Figure 4.. Cross-species conservation of SRGAP2 as a microglial gene.

(A) Top GO terms with significant overrepresentation in genes upregulated (red) or downregulated (blue) in microglial cells from SRGAP2 mutants from Figure 2D. (B) Sphericity values for individual microglial cells (mpeg1.1⁺) at 3 and 7 dpf in srgap2 knockouts, SRGAP2C-injected, and scrambled gRNA-injected controls. Each dot represents a single microglial cell (average of 4–5 cells per larvae from 3–4 larvae per genotype per timepoint were obtained). Representative images for the median sphericity value of larvae at 3 and 7 dpf for each genotype are included below the graph (scale bars: top images= 100μm, bottom images= 5 μm). Asterisks denote a Tukey post-hoc p-value < 0.05. 3dpf: srgap2 G₀ knockouts: 0.70±0.09, p-value= 0.0085; SRGAP2C-injected: 0.73±0.09, p-value= 0.0021, controls: 0.58±0.12; 7dpf: srgap2 G₀ knockouts: 0.74±0.11, p-value < 2.2×10⁻¹⁶; SRGAP2C-injected: 0.78±0.08, p-value < 2.2×10⁻¹⁶, controls: 0.46±0.13. (C) Evaluation of 610,596 prefrontal cortex cells from human, chimpanzee, macaque, and marmoset (human: 171,997, chimpanzee: 158,099, macaque: 131,032, marmoset: 149,468) showing the levels of SRGAP2 and SRGAP2C expression across species, highlighting the microglial cluster with a dotted square. Micro: microglia. Expression of SRGAP2 and SRGAP2C in microglial subtypes across species with subtypes ordered from highest expression left to right. huMicro: human-specific microglia, hoMicro: Hominidae-specific microglia. (D) Microglial cells from human, chimpanzee, macaque, and marmoset (human: 8,819 cells, chimpanzee: 6,000 cells, macaque: 9,000 cells, marmoset: 7,099 cells) from the prefrontal cortex and middle temporal gyrus were used to identify common DEGs between human and non-human primates, finding 340 common upregulated and 323 common downregulated genes. Top GO terms with significant overrepresentation in common DEGs are included.

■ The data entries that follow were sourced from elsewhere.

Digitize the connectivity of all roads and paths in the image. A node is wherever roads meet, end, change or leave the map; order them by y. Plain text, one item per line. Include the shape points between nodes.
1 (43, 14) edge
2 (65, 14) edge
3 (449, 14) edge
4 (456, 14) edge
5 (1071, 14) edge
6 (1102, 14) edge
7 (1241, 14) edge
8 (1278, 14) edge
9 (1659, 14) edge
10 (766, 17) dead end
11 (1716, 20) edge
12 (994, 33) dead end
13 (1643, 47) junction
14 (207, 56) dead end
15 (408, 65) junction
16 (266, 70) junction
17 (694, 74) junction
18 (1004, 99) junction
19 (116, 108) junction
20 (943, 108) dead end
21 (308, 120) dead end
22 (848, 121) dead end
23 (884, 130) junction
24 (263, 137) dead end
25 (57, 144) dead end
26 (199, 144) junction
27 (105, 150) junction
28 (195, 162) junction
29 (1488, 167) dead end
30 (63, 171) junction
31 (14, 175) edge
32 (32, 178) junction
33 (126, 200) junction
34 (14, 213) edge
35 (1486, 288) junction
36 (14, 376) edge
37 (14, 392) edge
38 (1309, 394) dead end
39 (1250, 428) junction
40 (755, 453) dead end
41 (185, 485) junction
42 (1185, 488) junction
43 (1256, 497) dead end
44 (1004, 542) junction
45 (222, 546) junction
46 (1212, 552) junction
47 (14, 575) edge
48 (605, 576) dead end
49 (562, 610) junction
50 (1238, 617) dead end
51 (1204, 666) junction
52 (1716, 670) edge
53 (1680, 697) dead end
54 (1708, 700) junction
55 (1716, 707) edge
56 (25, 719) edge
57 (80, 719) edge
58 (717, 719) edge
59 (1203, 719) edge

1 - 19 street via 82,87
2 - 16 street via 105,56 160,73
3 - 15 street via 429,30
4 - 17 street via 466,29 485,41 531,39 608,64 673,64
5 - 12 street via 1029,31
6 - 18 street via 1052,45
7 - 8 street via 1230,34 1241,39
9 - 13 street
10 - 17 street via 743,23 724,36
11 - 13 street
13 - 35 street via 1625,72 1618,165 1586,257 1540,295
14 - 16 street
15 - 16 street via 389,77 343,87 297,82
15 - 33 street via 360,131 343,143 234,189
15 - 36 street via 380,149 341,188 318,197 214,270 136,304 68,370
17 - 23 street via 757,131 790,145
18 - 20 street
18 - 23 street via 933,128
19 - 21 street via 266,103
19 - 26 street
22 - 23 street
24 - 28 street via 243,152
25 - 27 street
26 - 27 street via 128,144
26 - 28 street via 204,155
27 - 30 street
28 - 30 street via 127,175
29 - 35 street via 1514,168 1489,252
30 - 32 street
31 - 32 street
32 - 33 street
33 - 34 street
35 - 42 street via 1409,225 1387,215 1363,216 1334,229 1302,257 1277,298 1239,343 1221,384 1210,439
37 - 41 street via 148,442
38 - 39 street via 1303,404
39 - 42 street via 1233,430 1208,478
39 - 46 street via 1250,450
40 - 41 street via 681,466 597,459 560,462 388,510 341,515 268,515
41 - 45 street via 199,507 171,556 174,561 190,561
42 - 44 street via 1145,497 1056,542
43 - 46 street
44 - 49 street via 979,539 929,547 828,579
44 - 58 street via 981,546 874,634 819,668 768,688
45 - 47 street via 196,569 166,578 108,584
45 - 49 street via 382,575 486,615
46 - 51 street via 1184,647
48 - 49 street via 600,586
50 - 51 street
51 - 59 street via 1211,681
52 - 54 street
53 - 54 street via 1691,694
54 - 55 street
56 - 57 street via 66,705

Figure 5.. SRGAP2 impacts the retina.

(A) Section of a 3 dpf NHGRI-1 larva staining srgap2 expression via in situ hybridization, labeling predominantly the optic nerve (ON), retinal pigmented epithelium (RPE), and the ganglion cell layer (GCL). D: dorsal, V: ventral. (B) Retinal ganglion cells (RGCs) were selected and a differential gene expression performed between SRGAP2-mutants (srgap2 knockouts and SRGAP2C-injected) versus controls, identifying 60 upregulated genes and 84 downregulated genes, with their top overrepresented GO terms included in bar plots. (C) Human and macaque cells from retinal organoids (43,857 human and 19,894 macaque) were integrated to identify genes with increased expression in either species, with their top overrepresented GO terms included in bar plots (complete results in Tables S22 and S23). (D) Motion response to changes in light were assessed in 4 dpf srgap2 knockouts (Hom_parent and G₀-knockouts), SRGAP2C-injected, and SpCas9-scrambled gRNA-coupled control larvae using a 10 min acclimation period followed by an abrupt light change. Plot includes trend lines for change in distance moved observed in each evaluated group (n= 24 per group, standard error for each line included as a shaded gray), which were different between all groups compared to controls (Kolmogorov-Smirnov tests p-values: Hom_parent= 9.16×10⁻¹¹, G₀-knockouts= 5.93×10⁻⁸, SRGAP2C-injected= 1.11×10⁻¹²). (E) Optomotor responses were evaluated in 4 dpf larvae using an optimized protocol that quantifies the percentage of larvae relative to moving stripes. Boxplot includes the percentage of OMR-positive larvae (aligned to the visual stimulus) in srgap2 knockouts (Hom_parent and G₀-knockouts) and SRGAP2C-injected, which was higher compared to controls (Dunn’s Benjamini-Hochberg adjusted p-values: Hom_parent= 0.0113, G₀-knockouts= 0.0040, SRGAP2C-injected= 0.0040). Asterisks denote a p-value below 0.05.